» Your assignment
Print, exactly and completely, every entry in the data.

» Dataset excerpts
===============

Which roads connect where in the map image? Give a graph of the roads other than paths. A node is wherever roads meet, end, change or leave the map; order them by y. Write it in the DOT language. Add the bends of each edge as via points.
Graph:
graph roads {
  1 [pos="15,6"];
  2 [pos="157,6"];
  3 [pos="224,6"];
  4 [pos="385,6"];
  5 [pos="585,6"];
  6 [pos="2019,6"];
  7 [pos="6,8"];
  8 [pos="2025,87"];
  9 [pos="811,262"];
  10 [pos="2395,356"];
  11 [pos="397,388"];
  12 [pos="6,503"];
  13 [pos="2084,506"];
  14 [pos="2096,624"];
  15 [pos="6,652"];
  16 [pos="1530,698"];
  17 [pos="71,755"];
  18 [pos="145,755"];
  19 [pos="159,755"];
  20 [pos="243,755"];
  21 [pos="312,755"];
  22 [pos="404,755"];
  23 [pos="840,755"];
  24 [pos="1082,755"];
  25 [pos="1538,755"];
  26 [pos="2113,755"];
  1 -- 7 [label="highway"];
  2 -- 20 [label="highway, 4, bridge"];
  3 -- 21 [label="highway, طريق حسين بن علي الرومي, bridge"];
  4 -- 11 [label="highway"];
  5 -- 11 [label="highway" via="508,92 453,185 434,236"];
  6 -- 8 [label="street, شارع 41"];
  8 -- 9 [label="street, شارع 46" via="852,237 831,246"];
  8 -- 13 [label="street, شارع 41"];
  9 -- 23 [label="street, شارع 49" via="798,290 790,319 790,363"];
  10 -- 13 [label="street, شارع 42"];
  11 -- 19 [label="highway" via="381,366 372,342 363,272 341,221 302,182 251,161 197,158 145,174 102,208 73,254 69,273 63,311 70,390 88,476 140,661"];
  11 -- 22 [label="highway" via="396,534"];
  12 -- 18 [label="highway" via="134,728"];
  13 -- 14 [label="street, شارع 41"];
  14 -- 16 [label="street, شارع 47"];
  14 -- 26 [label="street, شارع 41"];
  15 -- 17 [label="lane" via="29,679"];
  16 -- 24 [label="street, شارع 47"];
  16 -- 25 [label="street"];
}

===============

» Exercise solution
Which roads connect where in the map image? Give a graph of the roads other than paths. A node is wherever roads meet, end, change or leave the map; order them by y. Write it in the DOT language. Add the bends of each edge as via points.
Graph:
graph roads {
  1 [pos="15,6"];
  2 [pos="157,6"];
  3 [pos="224,6"];
  4 [pos="385,6"];
  5 [pos="585,6"];
  6 [pos="2019,6"];
  7 [pos="6,8"];
  8 [pos="2025,87"];
  9 [pos="811,262"];
  10 [pos="2395,356"];
  11 [pos="397,388"];
  12 [pos="6,503"];
  13 [pos="2084,506"];
  14 [pos="2096,624"];
  15 [pos="6,652"];
  16 [pos="1530,698"];
  17 [pos="71,755"];
  18 [pos="145,755"];
  19 [pos="159,755"];
  20 [pos="243,755"];
  21 [pos="312,755"];
  22 [pos="404,755"];
  23 [pos="840,755"];
  24 [pos="1082,755"];
  25 [pos="1538,755"];
  26 [pos="2113,755"];
  1 -- 7 [label="highway"];
  2 -- 20 [label="highway, 4, bridge"];
  3 -- 21 [label="highway, طريق حسين بن علي الرومي, bridge"];
  4 -- 11 [label="highway"];
  5 -- 11 [label="highway" via="508,92 453,185 434,236"];
  6 -- 8 [label="street, شارع 41"];
  8 -- 9 [label="street, شارع 46" via="852,237 831,246"];
  8 -- 13 [label="street, شارع 41"];
  9 -- 23 [label="street, شارع 49" via="798,290 790,319 790,363"];
  10 -- 13 [label="street, شارع 42"];
  11 -- 19 [label="highway" via="381,366 372,342 363,272 341,221 302,182 251,161 197,158 145,174 102,208 73,254 69,273 63,311 70,390 88,476 140,661"];
  11 -- 22 [label="highway" via="396,534"];
  12 -- 18 [label="highway" via="134,728"];
  13 -- 14 [label="street, شارع 41"];
  14 -- 16 [label="street, شارع 47"];
  14 -- 26 [label="street, شارع 41"];
  15 -- 17 [label="lane" via="29,679"];
  16 -- 24 [label="street, شارع 47"];
  16 -- 25 [label="street"];
}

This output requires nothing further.